Case Details
- Citation: [2025] SGCA 21
- Court: Court of Appeal of the Republic of Singapore
- Decision Date: 06 May 2025
- Coram: Tay Yong Kwang JCA; Belinda Ang Saw Ean JCA; Debbie Ong Siew Ling JAD
- Case Number: Criminal Motion No 42 of 2024
- Hearing Date(s): 7 March 2025
- Claimants / Plaintiffs: GIL (Applicant)
- Respondent / Defendant: Public Prosecutor
- Counsel for Claimants: Tan Jun Yin and Tanaya Kinjavdekar (Trident Law Corporation)
- Counsel for Respondent: Wuan Kin Lek Nicholas and Teo Siu Ming (Attorney-General’s Chambers)
- Practice Areas: Criminal Procedure and Sentencing; Evidence; Statutory Interpretation
Summary
The Court of Appeal in [2025] SGCA 21 addressed a critical intersection between criminal procedure and the law of evidence, specifically regarding the scope of statutory presumptions in the digital age. The applicant, GIL, sought permission under s 397(1) of the Criminal Procedure Code 2010 to refer a question of law of public interest to the Court of Appeal. This followed the dismissal of his Magistrate’s Appeal in [2024] SGHC 287, where he had unsuccessfully challenged a conviction for outrage of modesty under s 354(2) of the Penal Code. The crux of the application concerned the proper interpretation of s 116A(1) of the Evidence Act 1893, a provision designed to facilitate the admission of electronic records.

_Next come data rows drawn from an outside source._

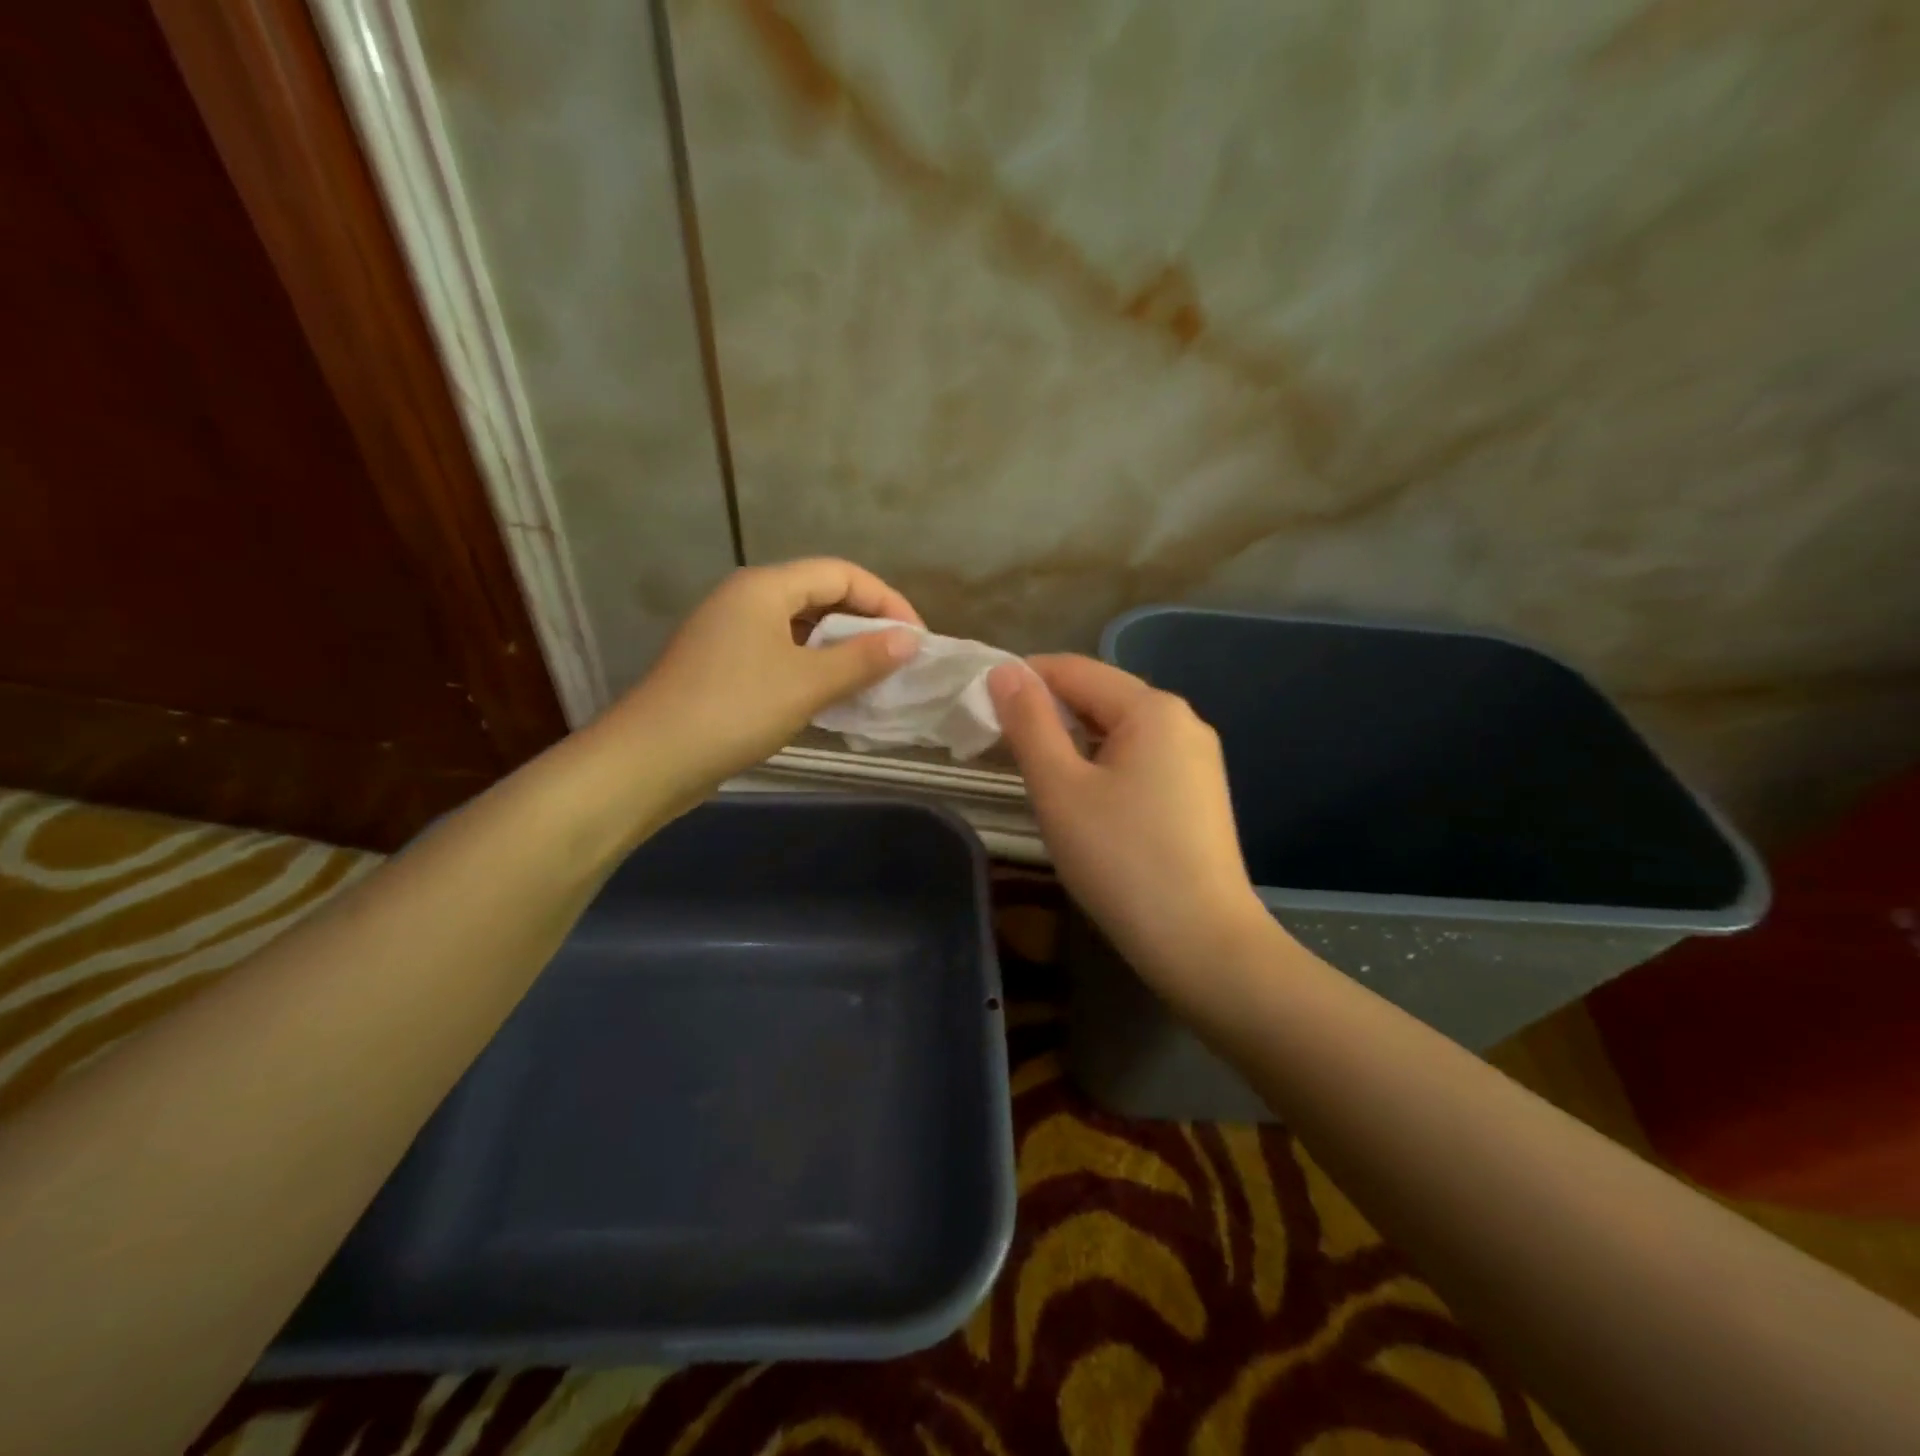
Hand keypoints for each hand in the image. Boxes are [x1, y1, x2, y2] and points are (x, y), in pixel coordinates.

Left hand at [605, 559, 920, 798]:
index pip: (841, 573)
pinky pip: (782, 654)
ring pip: (801, 628)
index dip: (885, 600)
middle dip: (865, 623)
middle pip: (820, 595)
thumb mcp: (808, 683)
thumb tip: (910, 640)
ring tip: (874, 677)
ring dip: (841, 648)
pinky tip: (832, 696)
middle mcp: (746, 599)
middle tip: (899, 658)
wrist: (651, 759)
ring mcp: (730, 633)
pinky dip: (813, 668)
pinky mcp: (723, 666)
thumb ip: (863, 658)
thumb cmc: (735, 710)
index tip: (916, 638)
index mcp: (765, 587)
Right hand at [988, 654, 1271, 998]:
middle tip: (999, 743)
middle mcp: (1183, 721)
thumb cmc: (1121, 859)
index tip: (980, 706)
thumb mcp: (1060, 788)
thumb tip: (1005, 671)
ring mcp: (1197, 759)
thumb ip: (1029, 723)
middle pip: (1101, 696)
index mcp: (1152, 708)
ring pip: (1120, 731)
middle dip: (1048, 711)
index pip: (1074, 669)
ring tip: (1034, 771)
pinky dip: (1102, 764)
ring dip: (1073, 740)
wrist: (1202, 943)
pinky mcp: (1200, 794)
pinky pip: (1141, 759)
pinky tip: (1082, 797)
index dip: (1023, 679)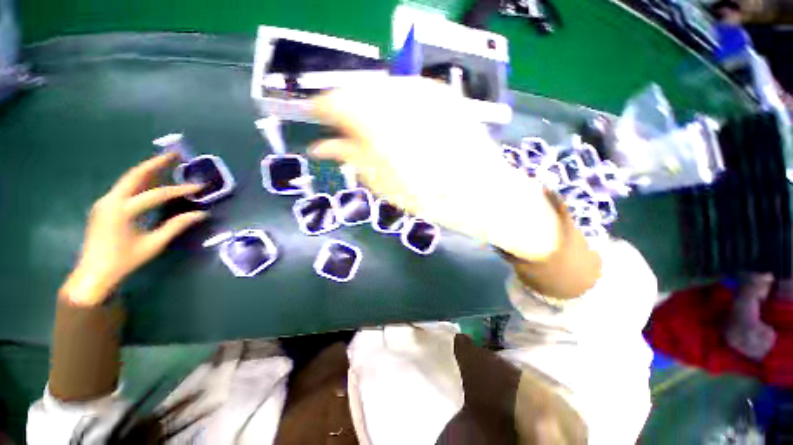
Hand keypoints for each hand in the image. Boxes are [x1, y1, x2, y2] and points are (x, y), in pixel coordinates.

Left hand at [61, 153, 208, 305]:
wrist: (93, 274)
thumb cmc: (124, 261)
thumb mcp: (153, 244)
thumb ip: (176, 226)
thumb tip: (201, 214)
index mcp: (123, 210)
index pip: (157, 194)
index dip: (180, 189)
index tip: (199, 186)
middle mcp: (111, 200)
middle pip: (136, 175)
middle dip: (157, 163)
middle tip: (176, 154)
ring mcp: (105, 201)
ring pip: (129, 179)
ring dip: (148, 170)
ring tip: (166, 162)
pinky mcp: (104, 206)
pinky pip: (125, 188)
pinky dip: (140, 181)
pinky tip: (151, 181)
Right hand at [311, 77, 559, 259]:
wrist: (482, 193)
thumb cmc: (429, 198)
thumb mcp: (382, 184)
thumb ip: (349, 157)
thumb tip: (321, 146)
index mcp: (376, 121)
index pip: (334, 100)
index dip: (320, 109)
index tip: (315, 119)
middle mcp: (399, 95)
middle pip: (358, 91)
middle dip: (347, 110)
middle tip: (346, 132)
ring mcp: (425, 90)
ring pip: (382, 88)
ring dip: (371, 108)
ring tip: (375, 133)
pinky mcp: (443, 94)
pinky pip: (406, 91)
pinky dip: (395, 105)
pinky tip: (401, 126)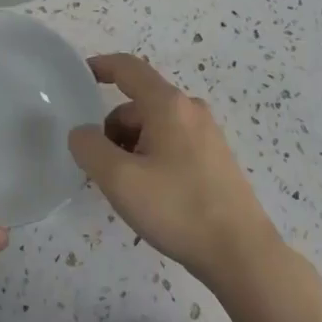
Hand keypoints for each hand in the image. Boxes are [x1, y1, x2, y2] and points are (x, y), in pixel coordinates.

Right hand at [68, 54, 282, 290]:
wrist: (242, 255)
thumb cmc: (178, 209)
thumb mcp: (120, 180)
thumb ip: (90, 148)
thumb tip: (82, 132)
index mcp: (168, 104)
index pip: (128, 68)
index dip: (100, 66)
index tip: (78, 77)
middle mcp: (190, 109)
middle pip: (138, 104)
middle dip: (112, 128)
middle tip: (100, 167)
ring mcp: (207, 134)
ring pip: (155, 126)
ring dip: (131, 146)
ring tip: (126, 187)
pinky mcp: (215, 159)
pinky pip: (172, 143)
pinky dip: (151, 157)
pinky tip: (151, 194)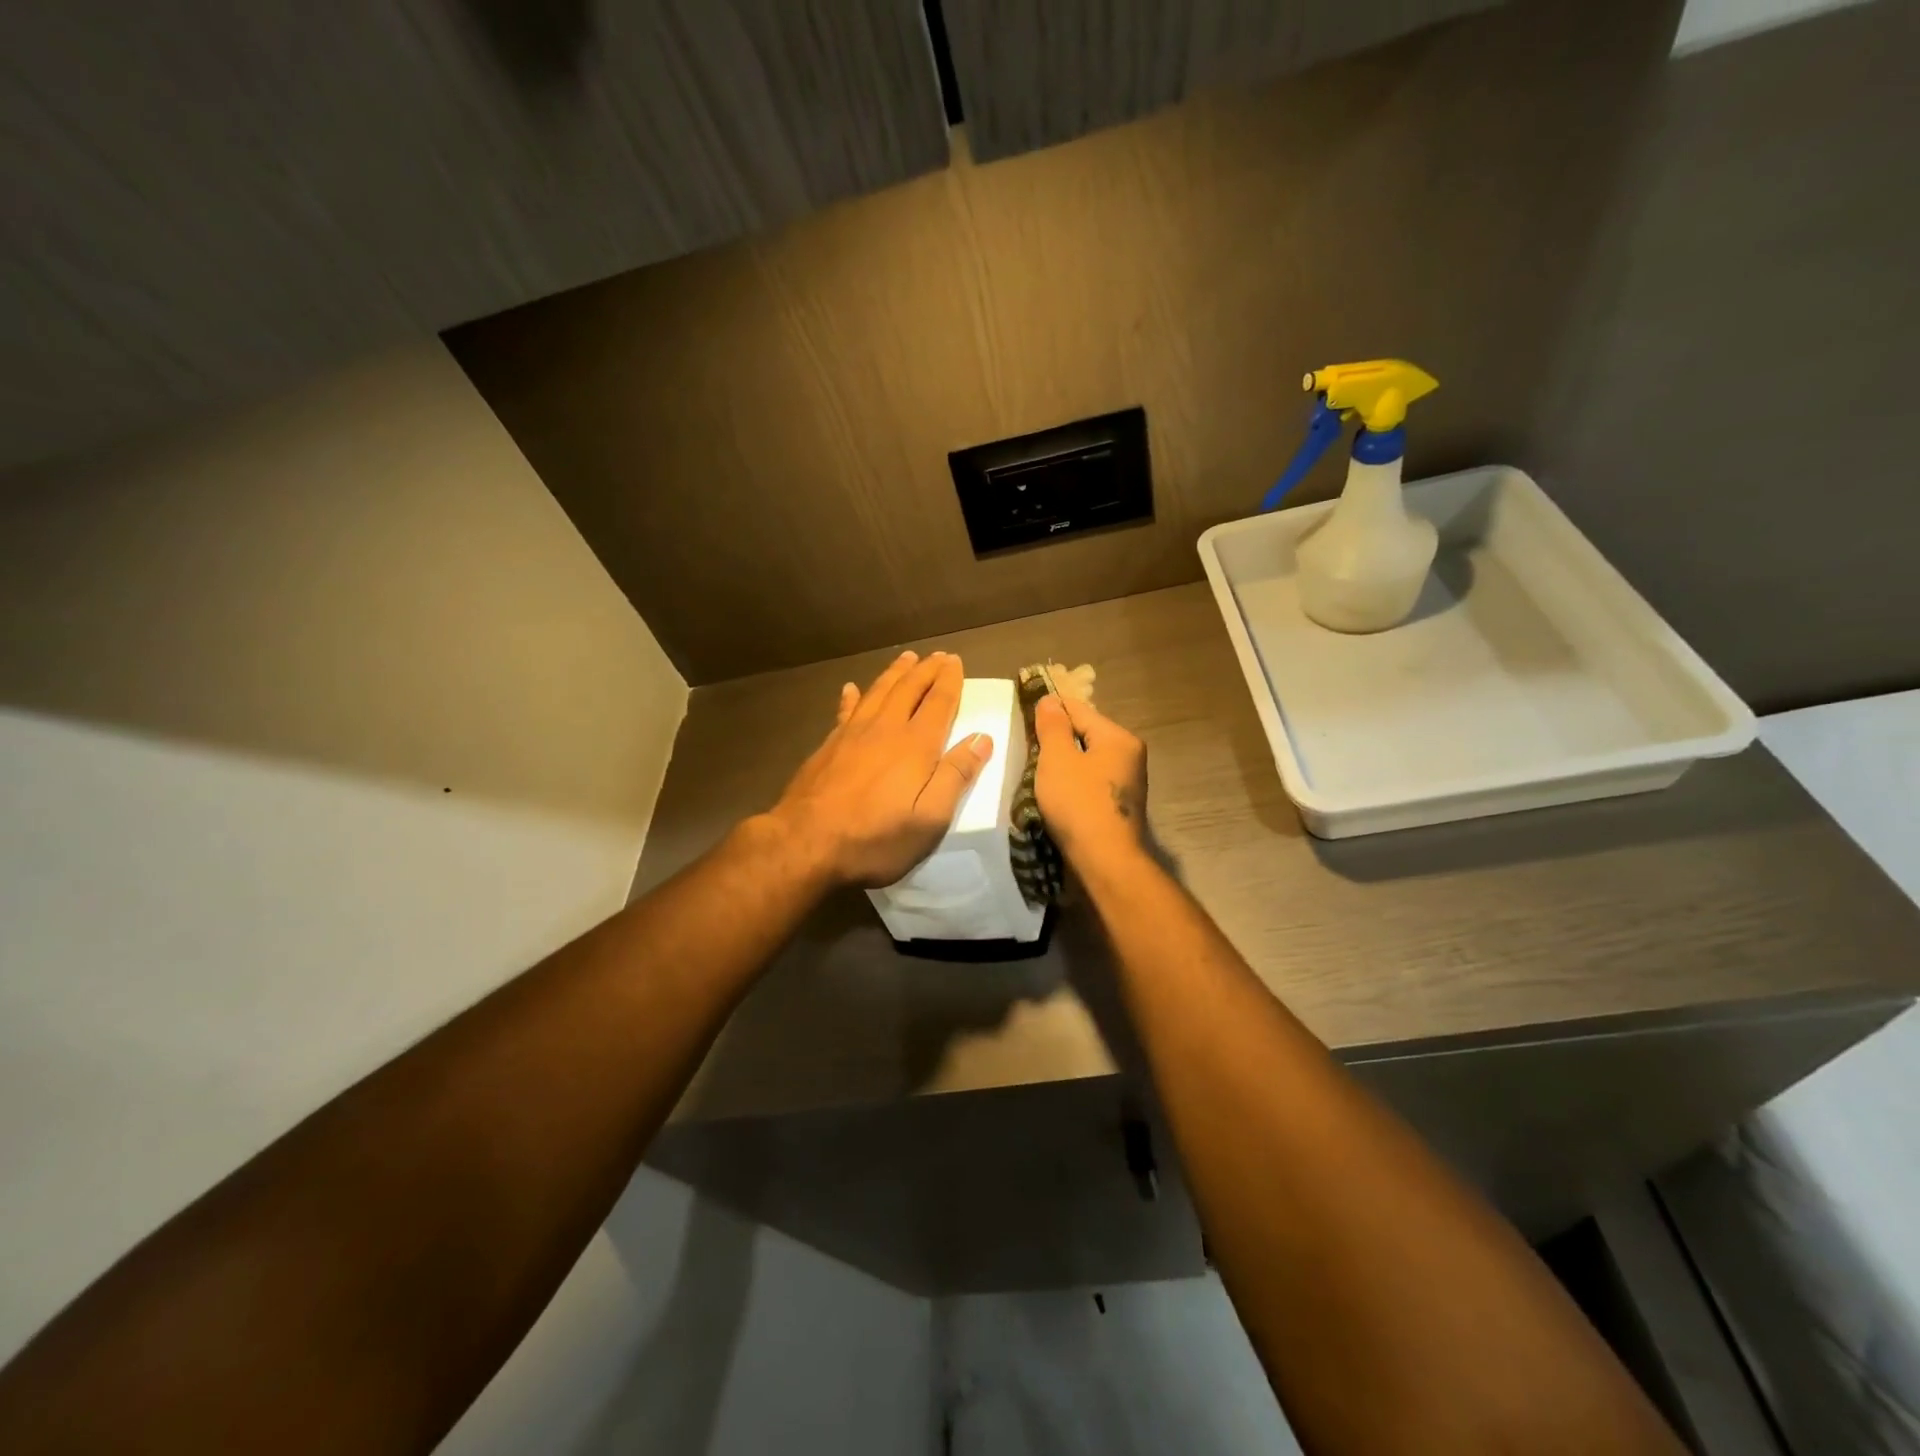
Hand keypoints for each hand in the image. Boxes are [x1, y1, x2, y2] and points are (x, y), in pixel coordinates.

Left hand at [767, 650, 993, 887]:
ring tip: (906, 658)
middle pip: (908, 689)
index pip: (938, 702)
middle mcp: (885, 729)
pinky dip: (852, 696)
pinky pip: (845, 710)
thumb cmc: (875, 838)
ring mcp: (852, 734)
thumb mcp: (930, 819)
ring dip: (895, 673)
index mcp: (915, 745)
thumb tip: (982, 738)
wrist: (804, 844)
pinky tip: (850, 688)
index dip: (949, 680)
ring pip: (878, 692)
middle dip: (925, 670)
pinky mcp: (828, 746)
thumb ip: (956, 776)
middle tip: (937, 656)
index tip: (956, 661)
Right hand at [1033, 694, 1148, 870]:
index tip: (1023, 711)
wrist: (1104, 861)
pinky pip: (1090, 781)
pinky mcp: (1118, 806)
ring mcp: (1127, 783)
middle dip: (1056, 737)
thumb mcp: (1057, 760)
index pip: (1079, 709)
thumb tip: (1050, 700)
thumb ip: (1052, 727)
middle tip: (1026, 744)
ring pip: (1087, 759)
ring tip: (1035, 768)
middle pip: (1085, 734)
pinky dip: (1072, 781)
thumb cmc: (1079, 804)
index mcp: (1118, 738)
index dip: (1050, 708)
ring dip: (1063, 762)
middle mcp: (1129, 755)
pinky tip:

The central doctrinal contribution of this judgment lies in its clarification of the distinction between the "accurate communication" of an electronic record and the "substantive reliability" or "veracity" of the data contained therein. The applicant contended that s 116A(1) of the Evidence Act 1893 required the court to presume not only that a device was in working order but also that the data it generated—in this case, sleep-tracking data from a smartwatch—was an accurate and reliable reflection of reality. The Court of Appeal rejected this expansive reading, affirming that the presumption is a modern restatement of the common law maxim praesumuntur omnia rite esse acta. This maxim presumes that mechanical instruments are in order when used, but it does not extend to the truth of the substantive information produced by the device's internal algorithms or processes.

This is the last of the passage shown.